A recent article in an industry publication indicated that as April approaches there may be a “bottle neck” of clients looking to exit their Final salary Pension Scheme in favour of a transfer to a Personal Pension to take advantage of the new Pension Freedoms that start in April 2015.
The bottle neck will be caused by the volume of consumers likely to be looking at transferring and the low number of Financial Planners being not only qualified but experienced to handle these types of complex requests.
There will undoubtedly be clients who are in deferred private sector Final Salary Pensions who wish to look to transfer for these freedoms, but it is unlikely that, when they understand the full extent of the guaranteed benefits that will be lost that staying in the scheme will be the best option for the majority of consumers.
However, as an adviser that is qualified to advise on this type of request, it is important to know that there are still, albeit, rare occasions that when looking to take immediate retirement benefits that a transfer may be recommendable.
- Consumers who are in poor health could benefit from an enhanced annuity that provides a higher guaranteed income on a like for like basis than the Final Salary benefit given up.
- Single retirees that do not need to allow for a spouse or dependants pension that is unavoidable in the Final Salary scheme may again be able to take an annuity on a single life basis that is higher than the Final salary offer.
- Retirees taking retirement earlier than the scheme stated retirement age, may be able to secure an annuity on a like for like basis that is higher than the scheme, due to the fact that the scheme would actuarially reduce benefits due to the early payment.
The above possible occasions allied to the fact that transfer values are particularly high at present (seen in our research) could mean a transfer is recommendable.
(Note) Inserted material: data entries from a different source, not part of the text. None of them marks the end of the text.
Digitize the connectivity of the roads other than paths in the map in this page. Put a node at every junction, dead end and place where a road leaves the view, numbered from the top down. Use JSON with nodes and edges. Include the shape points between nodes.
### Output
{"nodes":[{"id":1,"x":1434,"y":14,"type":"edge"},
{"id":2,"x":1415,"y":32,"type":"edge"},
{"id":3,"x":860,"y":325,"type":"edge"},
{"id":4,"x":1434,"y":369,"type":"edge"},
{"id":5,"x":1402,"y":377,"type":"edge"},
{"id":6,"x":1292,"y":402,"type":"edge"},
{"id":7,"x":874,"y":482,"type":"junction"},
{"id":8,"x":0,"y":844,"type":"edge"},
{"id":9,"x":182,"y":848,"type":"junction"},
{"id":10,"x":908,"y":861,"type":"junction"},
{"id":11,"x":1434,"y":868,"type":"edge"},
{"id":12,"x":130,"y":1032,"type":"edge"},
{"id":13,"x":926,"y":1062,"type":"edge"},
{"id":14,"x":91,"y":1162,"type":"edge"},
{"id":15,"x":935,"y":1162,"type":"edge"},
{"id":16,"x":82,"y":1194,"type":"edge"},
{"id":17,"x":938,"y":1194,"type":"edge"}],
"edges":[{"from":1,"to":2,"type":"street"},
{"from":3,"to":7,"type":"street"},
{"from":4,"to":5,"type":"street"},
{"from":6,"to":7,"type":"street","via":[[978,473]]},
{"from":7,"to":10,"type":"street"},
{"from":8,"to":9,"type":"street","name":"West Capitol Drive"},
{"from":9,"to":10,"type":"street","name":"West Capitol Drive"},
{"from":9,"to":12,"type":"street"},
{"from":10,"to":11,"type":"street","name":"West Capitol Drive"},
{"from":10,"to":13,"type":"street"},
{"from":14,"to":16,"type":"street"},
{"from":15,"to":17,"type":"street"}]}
Due to this I feel that a cash equivalent transfer value (CETV) should be requested at all times when a retiree is looking to take retirement benefits to ensure that an annuity on the same basis could not provide a similar or higher yearly income.
This is further emphasised by the fact that the new death benefits brought about by the Pension reforms afford a spouses/dependants benefit that would not be liable to tax should the deceased have died before age 75. This is not the case in a Final Salary pension where any spouses pension is still taxed as earned income and generally only the spouse can benefit (should no dependants be under 23 years of age) This has made the annuity a viable comparison to the Final Salary Scheme Pension, though as suggested earlier, it is still likely that on a purely income basis, that the guaranteed pension offered by the Final Salary Scheme will be of higher benefit, in all but certain circumstances (see above bullet points)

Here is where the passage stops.